The sort of random jumps from character to character, from time to time and place to place, have all these weird subtle wonderful effects. Like sometimes you'll see a character and think, "Wow, that guy is interesting," or, "she seems sad," or, "I wonder what he thinks of his father," and you'll consciously or subconsciously look forward to the prospect of reading that character's chapter later in the book. But sometimes it becomes clear you're never going to get to read that character's chapter, that chapter isn't in the book, and there's this distance, like the person is leaving you--like maybe they've died, or they just don't want to talk to you anymore, like you've lost a friend. And then sometimes you read a whole chapter not 100% sure who the narrator is, or dimly aware but not really thinking about it, and then in the end it hits you that this scumbag is the guy you were sympathizing with two chapters ago, the one you believed wasn't a rapist, but he was. And it's just heartbreaking. This isn't of course anything tremendously new as a narrative structure, contrary to what some seem to believe -- I just wrote here like two weeks ago about Dennis Cooper's Closer, for instance -- but Egan's manipulation of the strategy is virtuosic, and she gets more out of it than I knew was really there.

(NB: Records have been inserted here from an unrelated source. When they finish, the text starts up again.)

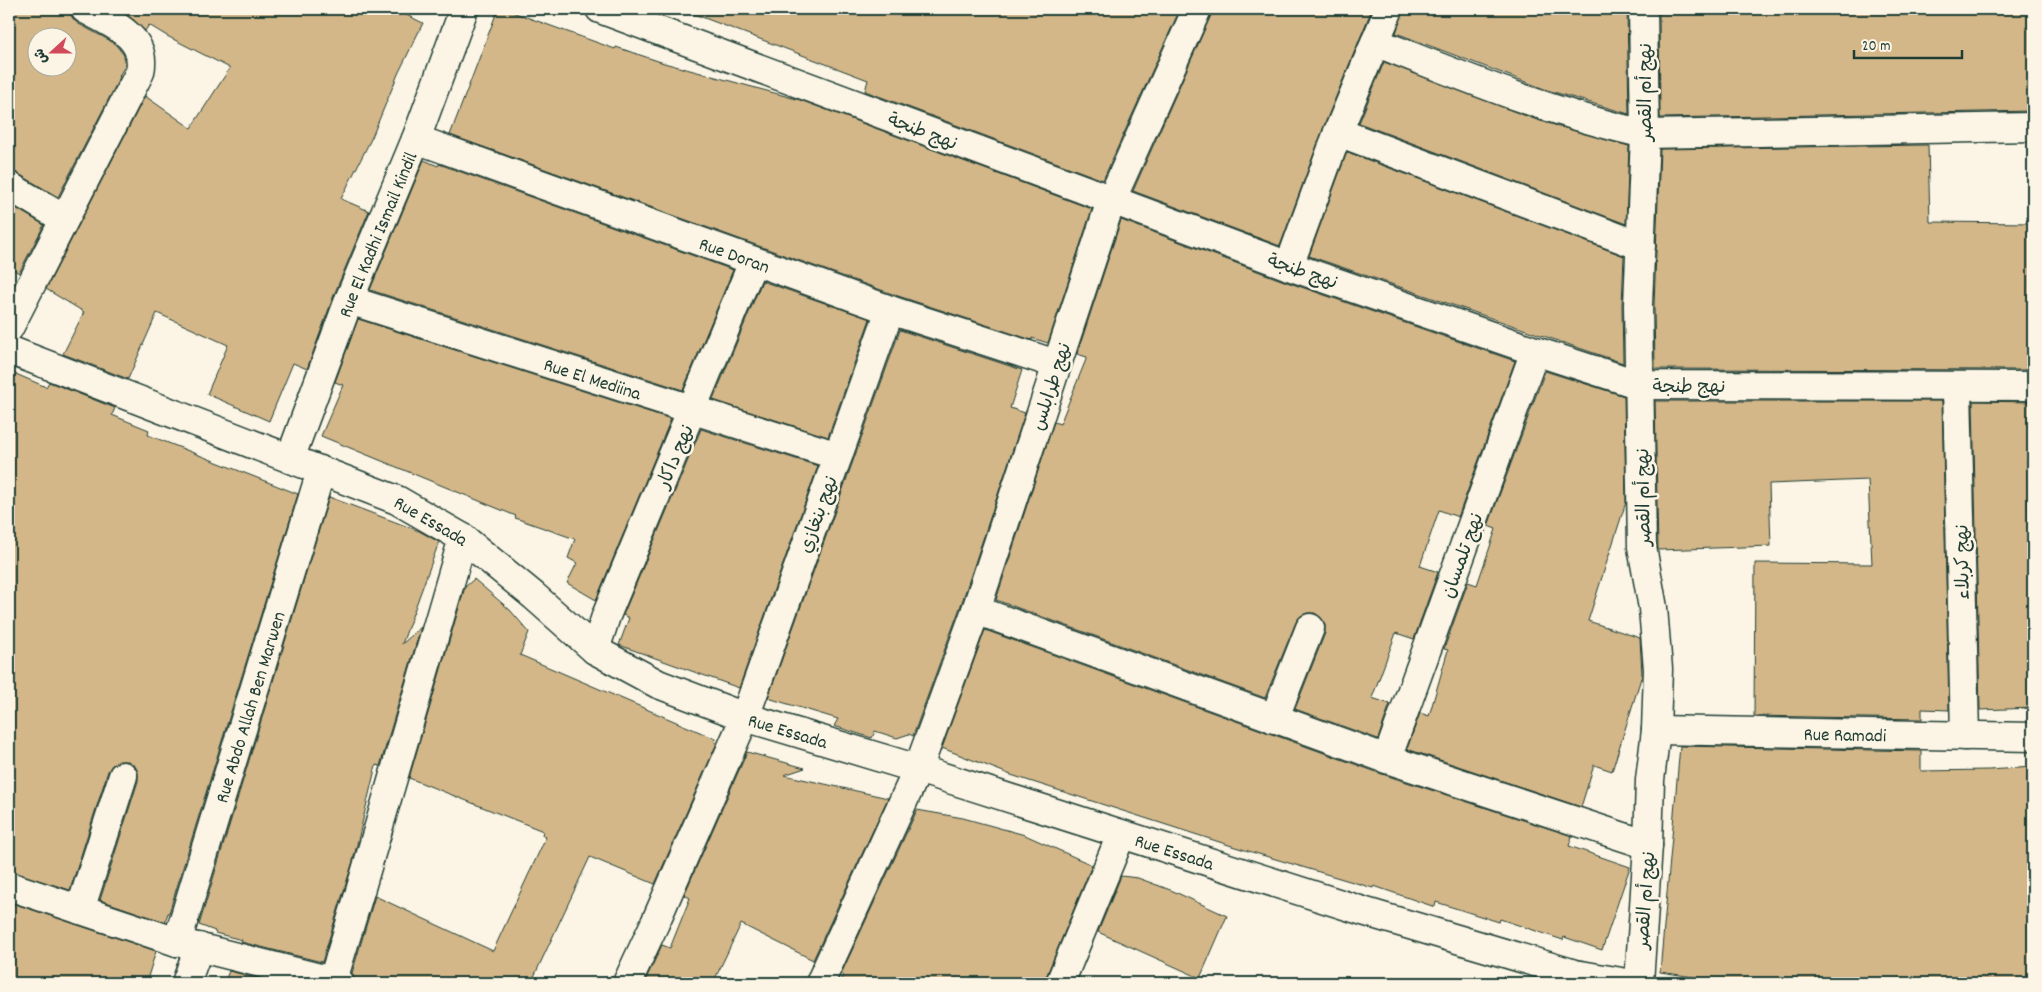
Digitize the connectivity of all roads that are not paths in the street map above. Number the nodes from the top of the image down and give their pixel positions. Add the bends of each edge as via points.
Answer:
1 (85, 9) edge
2 (464, 9) edge
3 (600, 9) edge
4 (1197, 9) edge
5 (1389, 9) edge
6 (1643, 9) edge
7 (1375, 42) junction
8 (2033, 127) edge
9 (1338, 132) junction
10 (1645, 134) junction
11 (416, 139) junction
12 (9, 186) edge
13 (1111, 201) junction
14 (64, 219) junction
15 (1641, 246) junction
16 (753, 262) junction
17 (1289, 266) junction
18 (349, 300) junction
19 (890, 310) junction
20 (9, 346) edge
21 (1535, 351) junction
22 (1056, 364) junction
23 (1640, 384) junction
24 (2033, 386) edge
25 (1957, 387) junction
26 (693, 410) junction
27 (838, 456) junction
28 (290, 459) junction
29 (322, 471) junction
30 (463, 538) junction
31 (976, 610) junction
32 (1310, 628) dead end
33 (596, 650) junction
34 (745, 718) junction
35 (1274, 719) junction
36 (1656, 730) junction
37 (1965, 736) junction
38 (2033, 738) edge
39 (1387, 759) junction
40 (918, 769) junction
41 (123, 776) dead end
42 (1121, 835) junction
43 (1648, 845) junction
44 (9, 886) edge
45 (80, 910) junction
46 (188, 945) junction
47 (1573, 978) edge
48 (336, 982) edge
49 (186, 983) edge
50 (627, 983) edge
51 (820, 983) edge
52 (1060, 983) edge
53 (1627, 983) edge
54 (1639, 983) edge

1 - 14 street via 129,34 136,43 142,62 140,72
2 - 11 street, Rue El Kadhi Ismail Kindil
3 - 13 street, نهج طنجة
4 - 13 street, نهج طرابلس
5 - 7 street
6 - 10 street, نهج أم القصر
7 - 9 street
7 - 10 street via 1518,98 1599,124
8 - 10 street
9 - 15 street
9 - 17 street
10 - 15 street, نهج أم القصر
11 - 16 street, Rue Doran
11 - 18 street, Rue El Kadhi Ismail Kindil
12 - 14 street
13 - 17 street, نهج طنجة
13 - 22 street, نهج طرابلس
14 - 20 street
15 - 23 street, نهج أم القصر via 1638,305
16 - 19 street, Rue Doran
16 - 26 street, نهج داكار
17 - 21 street, نهج طنجة
18 - 26 street, Rue El Mediina
18 - 28 street, Rue El Kadhi Ismail Kindil
19 - 22 street, Rue Doran
19 - 27 street, نهج بنغازي
20 - 28 street, Rue Essada
21 - 23 street, نهج طنجة
21 - 39 street, نهج تلمسان
22 - 31 street, نهج طرابلس
23 - 25 street, نهج طنجة
23 - 36 street, نهج أم القصر via 1642,547 1656,638
24 - 25 street, نهج طنجة
25 - 37 street, نهج كربلاء
26 - 27 street, Rue El Mediina
26 - 33 street, نهج داكار via 606,616
27 - 34 street, نهج بنغازي
28 - 29 street, Rue Essada
29 - 30 street, Rue Essada via 397,500
29 - 46 street, Rue Abdo Allah Ben Marwen
30 - 33 street, Rue Essada
30 - 48 street
31 - 35 street
31 - 40 street, نهج طرابلس
32 - 35 street
33 - 34 street, Rue Essada via 658,684
34 - 40 street, Rue Essada
34 - 50 street, نهج بنغازي
35 - 39 street
36 - 37 street, Rue Ramadi
36 - 43 street, نهج أم القصر via 1650,780
37 - 38 street, Rue Ramadi
39 - 43 street
40 - 42 street, Rue Essada
40 - 51 street, نهج طرابلس
41 - 45 street
42 - 47 street, Rue Essada
42 - 52 street
43 - 54 street, نهج أم القصر
44 - 45 street
45 - 46 street
46 - 48 street
46 - 49 street, Rue Abdo Allah Ben Marwen
47 - 53 street, Rue Essada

(But for instance personally I find most stories about parenthood terrifically boring. You may think this is because I don't have children but I think the real problem is that when I think about it I find our entire approach to the very concept of child-rearing weird and perverse. I don't think I can explain why. I think it's something about the way most people seem to give up on achieving happiness in their own lives and instead hope that someday if they do everything right their kids will be happy. But then the kids do the same thing. No one is ever happy. It's awful. This is why I'm not having kids possibly ever. I want to create heaven in the world, not live for something I'll never see. [The happy kid elected president, walking on the moon, etc.] It's like religion for people without imagination or the ability to recognize a pattern. I do love kids, though. Also seemingly interesting but really boring: any writer, artist, intellectual, or other type of person where all the cool stuff happens internally and so you're reduced to spinning the camera around the character's head for thirty seconds, or the literary equivalent, to reassure the audience that something has happened.)

There is one real weak point in the book, and it comes at the worst time: I appreciate a lot of the weird world-building of the last chapter but the last chapter is, I think, easily the worst. Explaining why would probably constitute a pretty massive spoiler. I think it tries to re-open a question that it's already answered, and I think it does so with the least interesting central character and narration in the whole book. Suddenly it starts to feel a lot more like a typical "novel in stories" wherein the central character, viewed from so many angles, still finally eludes us -- "the mystery of personality," etc. Dull. I think this is another one of those cases where I'll pretend the second-to-last chapter is really the last. It even says "The End," which makes me wonder who convinced Egan to write more. Sadly, I think it was Egan.

(Why am I reviewing the contents of the book rather than the gunk I found stuck between its pages, by the way? Well, it was in the "new fiction" section. I have it for another week and then I have to bring it back: no renewals, no transfers. So there hasn't been enough time for the patrons to really muck it up yet. Too bad. You got a sort of book review instead of what I wanted to write, which was a dirt review.)

1 comment:

  1. i liked this book, too. i was weirded out by the baby stuff at the end, but overall, really enjoyed it.